Вольф прибыл в Больцано незадолго перед полуночью 27 апреля. Важнейшее совещание главных германских заговорщиков, участников «Восхода», началось около 2 часов утра 28 апреля. Вольф поведал своим слушателям о последних событиях в Швейцарии – о том, как союзники прервали переговоры, затем изменили свои инструкции, и об отъезде Швайница и Веннера в Казерту. Вольф доказывал, что безоговорочная капитуляция – единственный вариант, который примут союзники. Какие-то сделки по отдельным вопросам, сказал он, сейчас не подлежат обсуждению. Некие шансы могли бы существовать раньше, если бы немцы не затянули дело до такой степени и не спорили так долго между собой. Успешное наступление союзников и беспорядочное бегство германских армий, происходящее в последние недели, которые с тех пор, как впервые возникла серьезная возможность прекращения огня, – вот что решило дело. Никто не может надеяться, что победоносная армия союзников позволит немцам выпрашивать особые условия.

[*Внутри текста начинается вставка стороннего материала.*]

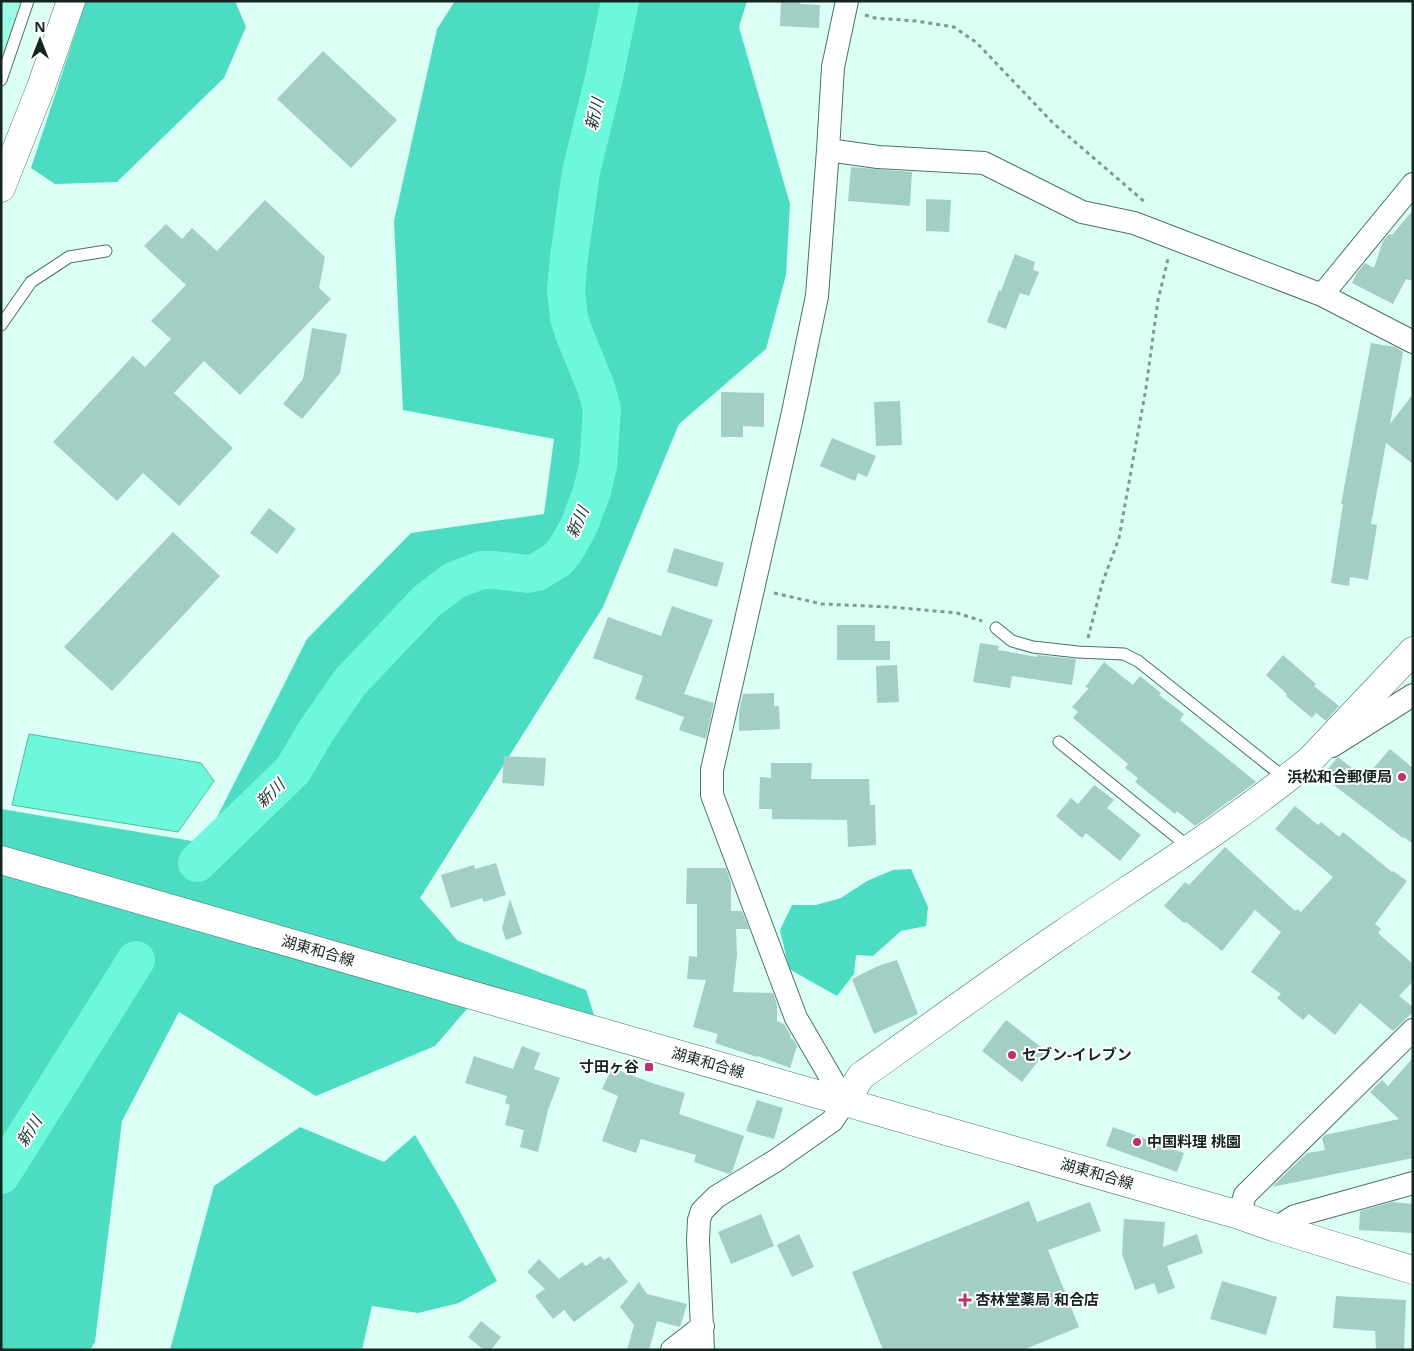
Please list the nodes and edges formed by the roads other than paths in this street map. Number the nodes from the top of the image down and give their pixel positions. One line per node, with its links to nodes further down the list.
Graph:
1 (28, 1): 4 (lane)
2 (71, 1): 7 (main road)
3 (843, 4): 5 (street)
4 (1, 80)
5 (828, 150): 9 (street); 21 (street)
6 (1413, 184): 9 (street)
7 (1, 188)
8 (106, 251): 10 (lane)
9 (1322, 295): 11 (street)
10 (1, 325)
11 (1413, 342)
12 (996, 628): 17 (lane)
13 (1413, 651): 16 (main road)
14 (1413, 694): 16 (street)
15 (1059, 742): 18 (lane)
16 (1310, 760): 17 (main road)
17 (1286, 779): 18 (main road)
18 (1190, 849): 21 (main road)
19 (1, 860): 21 (main road, 湖東和合線)
20 (1413, 1030): 23 (street)
21 (845, 1102): 23 (main road, 湖東和合線); 26 (street)
22 (1413, 1183): 24 (street)
23 (1239, 1215): 24 (main road, 湖東和合線)
24 (1276, 1228): 25 (main road, 湖東和合線)
25 (1413, 1270)
26 (703, 1326): 27 (street); 28 (street)
27 (672, 1350)
28 (703, 1350)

Действительно никто – за исключением Гофера. Он явно был глубоко разочарован. Он заявил, что впервые слышит о «безоговорочной капитуляции» и знает, что на эти условия никогда не согласится. Он потребовал, чтобы все воинские формирования на его территории были поставлены под его контроль. Такое требование коварного правителя Тироля встретило неистовые протесты всех присутствовавших, даже Витингофа. Рёттигер затеял с Гофером жаркий и безрезультатный спор, и уже засветло собеседники разошлись, так и не придя ни к какому соглашению. Гофер был в гневе. Остальные участники решили, что не следует предпринимать каких-либо действий, пока из Казерты не вернутся эмиссары с условиями капитуляции. Очевидно, никто не был склонен информировать Кессельринга об их присутствии там.

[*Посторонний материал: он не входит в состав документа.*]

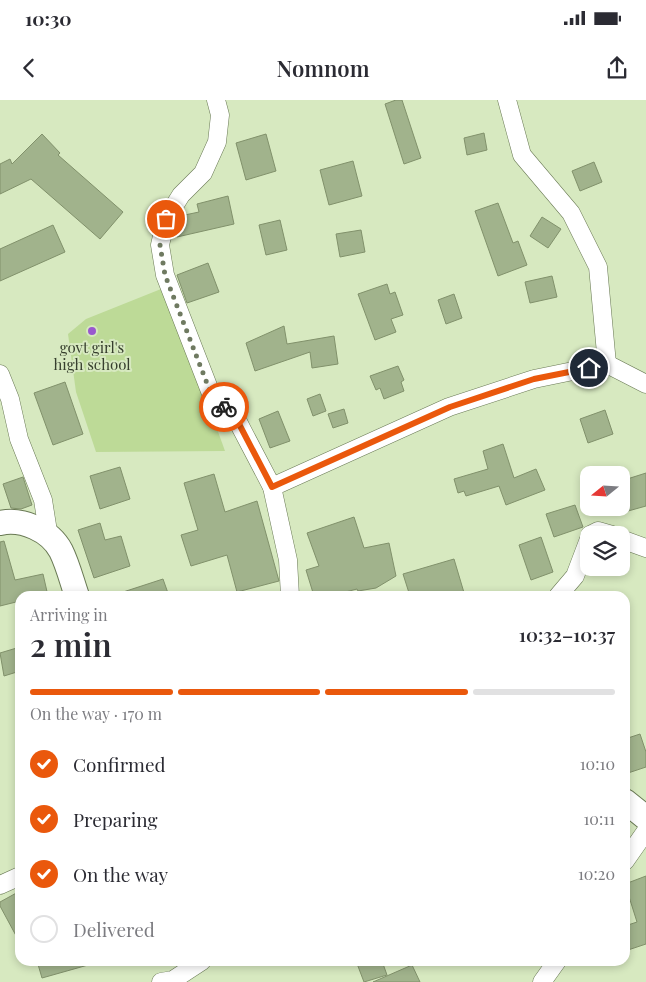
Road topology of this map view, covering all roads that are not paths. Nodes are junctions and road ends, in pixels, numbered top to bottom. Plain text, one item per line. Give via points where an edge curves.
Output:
1 (216, 100) edge
2 (507, 100) edge
3 (607, 364) junction
4 (0, 374) edge
5 (646, 384) edge
6 (272, 487) junction
7 (0, 523) edge
8 (50, 538) junction
9 (630, 542) edge
10 (646, 548) edge
11 (580, 563) edge
12 (74, 591) edge
13 (290, 591) edge
14 (562, 591) edge
15 (630, 805) edge
16 (646, 818) edge
17 (646, 831) edge
18 (630, 855) edge
19 (15, 878) edge
20 (0, 885) edge
21 (194, 966) edge
22 (553, 966) edge
23 (161, 982) edge
24 (542, 982) edge

1 - 6 street via 220,115 217,142 203,173 181,195 166,219 160,245 165,275 210,391 238,422
2 - 3 street via 522,155 571,213 598,267
3 - 5 street
3 - 6 street via 534,379 450,407
4 - 8 street via 19,439 42,500
6 - 13 street via 288,560
7 - 8 main road via 24,523
8 - 12 main road via 61,550
9 - 10 street
11 - 14 street via 575,576
15 - 16 main road
17 - 18 street
19 - 20 street
21 - 23 street via 173,980
22 - 24 street

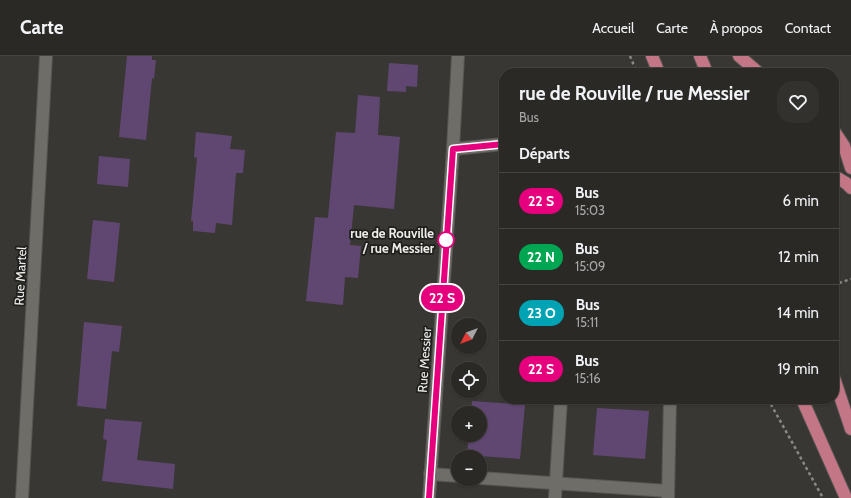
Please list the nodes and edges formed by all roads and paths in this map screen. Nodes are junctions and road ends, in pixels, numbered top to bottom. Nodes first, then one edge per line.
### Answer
1 (46, 56) edge
2 (458, 56) edge
3 (630, 56) edge
4 (652, 56) edge
5 (700, 56) edge
6 (739, 56) edge
7 (635, 68) edge
8 (657, 68) edge
9 (706, 68) edge
10 (753, 68) edge
11 (839, 138) edge
12 (499, 144) edge
13 (453, 149) junction
14 (851, 168) edge
15 (839, 178) edge
16 (851, 188) edge
17 (851, 279) edge
18 (839, 283) dead end
19 (839, 393) edge
20 (561, 404) edge
21 (670, 404) edge
22 (771, 404) edge
23 (804, 404) edge
24 (851, 429) edge
25 (430, 474) junction
26 (451, 476) edge
27 (487, 479) edge
28 (556, 484) junction
29 (668, 495) edge
30 (22, 498) edge
31 (429, 498) edge
32 (555, 498) edge
33 (823, 498) edge
34 (846, 498) edge

1 - 30 street, Rue Martel
2 - 13 street, Rue Messier
3 - 7 path
4 - 8 main road
5 - 9 main road
6 - 10 main road
11 - 14 main road
12 - 13 street
13 - 25 street, Rue Messier
15 - 16 main road
17 - 18 path
19 - 24 main road
20 - 28 street
21 - 29 street
22 - 33 path
23 - 34 main road
25 - 26 street
25 - 31 street, Rue Messier
27 - 28 street
28 - 29 street
28 - 32 street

Было 28 апреля: эмиссары только что прибыли в Казерту. В этот день произошло событие, которого боялись все германские заговорщики из «Восхода». Гитлер назначил Кессельринга главнокомандующим всеми германскими армиями на юге, включая армии Витингофа. Это был один из последних приказов Гитлера, почти похоронивший «Восход».

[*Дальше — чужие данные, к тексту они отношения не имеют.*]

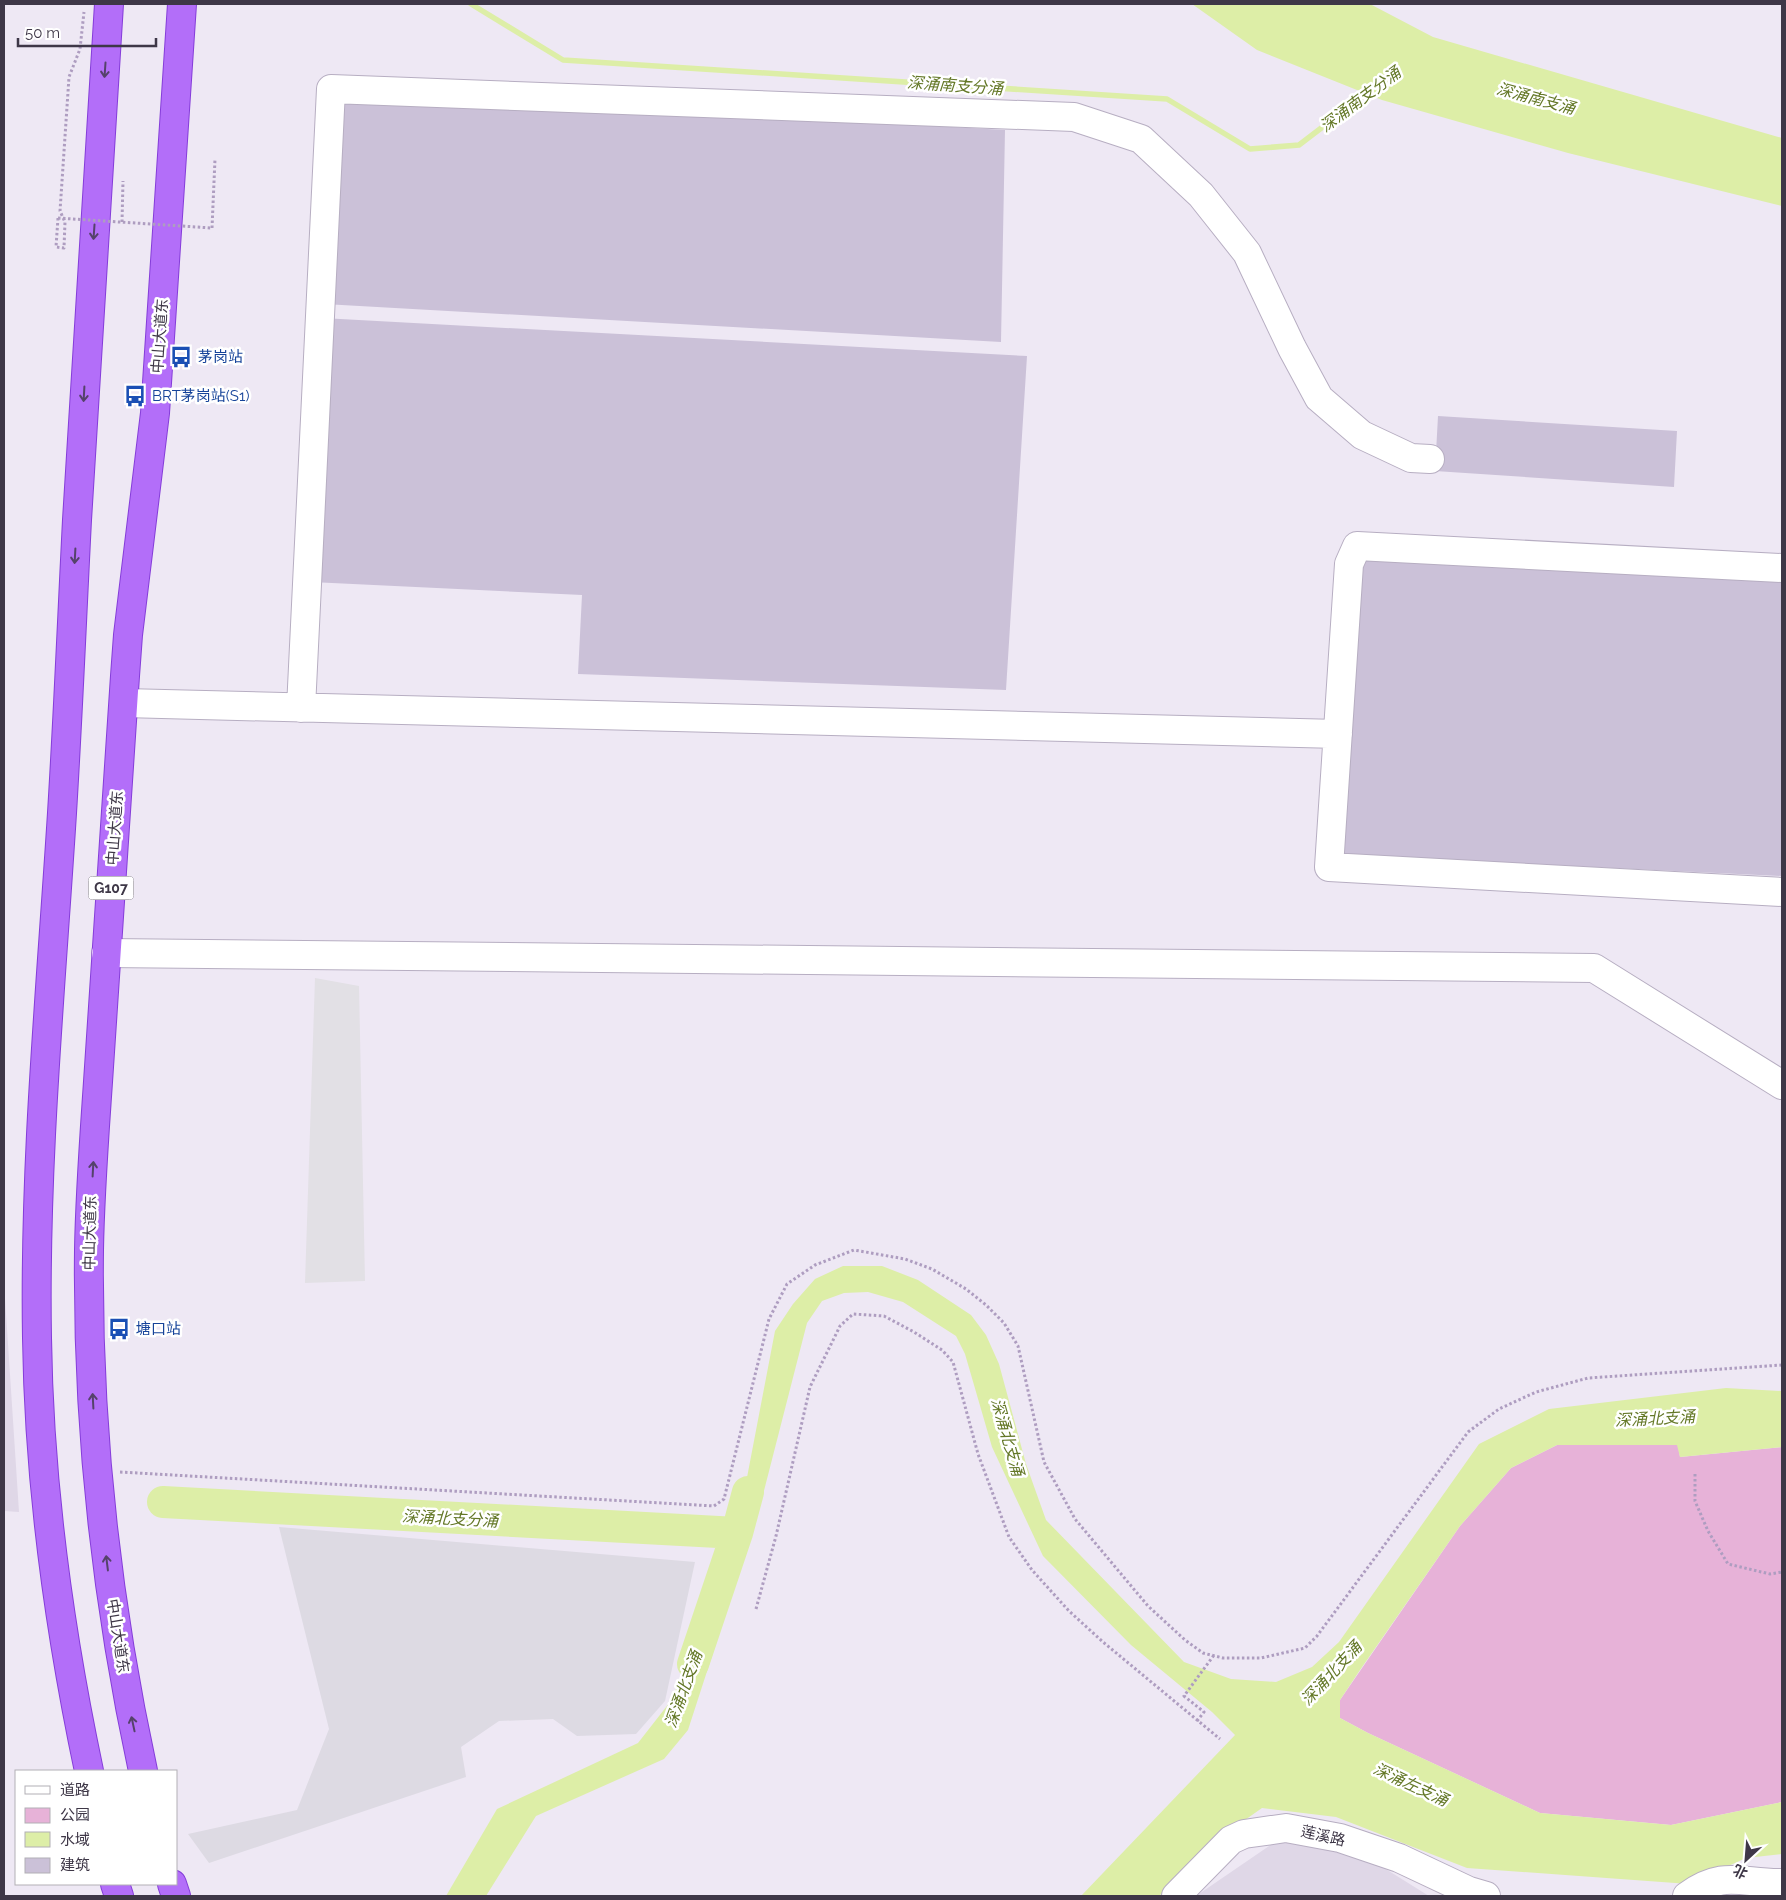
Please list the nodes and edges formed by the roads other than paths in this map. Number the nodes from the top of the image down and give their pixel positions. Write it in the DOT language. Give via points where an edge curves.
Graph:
graph roads {
  1 [pos="109,4"];
  2 [pos="182,4"];
  3 [pos="1430,458"];
  4 [pos="1782,568"];
  5 [pos="124,703"];
  6 [pos="301,708"];
  7 [pos="1338,734"];
  8 [pos="1782,892"];
  9 [pos="106,953"];
  10 [pos="1782,1085"];
  11 [pos="89,1770"];
  12 [pos="143,1770"];
  13 [pos="1782,1883"];
  14 [pos="1176,1896"];
  15 [pos="1486,1896"];
  16 [pos="1686,1896"];
  1 -- 11 [label="highway, one-way" via="83,411 62,819 44,1065 37,1238 38,1394 48,1524"];
  2 -- 5 [label="highway, 中山大道东 / G107" via="155,413 128,635"];
  3 -- 6 [label="street" via="1411,458 1362,435 1319,398 1248,252 1201,195 1141,139 1074,117 331,89"];
  4 -- 7 [label="street" via="1357,546 1349,564"];
  5 -- 6 [label="street"];
  5 -- 9 [label="highway, 中山大道东 / G107"];
  6 -- 7 [label="street"];
  7 -- 8 [label="street" via="1329,867"];
  9 -- 10 [label="street" via="1594,968"];
  12 -- 9 [label="highway, 中山大道东 / G107, one-way" via="112,1605 97,1471 91,1354 89,1248"];
  13 -- 16 [label="street" via="1720,1880"];
  14 -- 15 [label="street, 莲溪路" via="1231,1840 1244,1834 1286,1828 1331,1836 1399,1858"];
}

В какой-то момент 29 апреля Гофер сумел связаться с Кессельрингом и сообщил, что Вольф рассказал заговорщикам днем раньше: условием союзников была безоговорочная капитуляция. Рёттигер, который, в отличие от Вольфа, никогда не доверял Гоферу, был первым, кто понял, к чему идет дело. В телефонном разговоре, который состоялся у него с Гофером 29-го, тот орал на него: «Вы собираетесь действовать через мою голову! Я не намерен больше иметь ничего общего с вашими планами! Почему вы ведете переговоры вместо того, чтобы сражаться?» Рёттигер сказал Вольфу, что, по его мнению, над ними нависла грозная опасность. И все же Вольф не мог поверить, что Гофер их предал. Позже в тот же день, в другом телефонном разговоре, Кессельринг предупредил Рёттигера: «Сражайтесь – и не думайте о переговорах».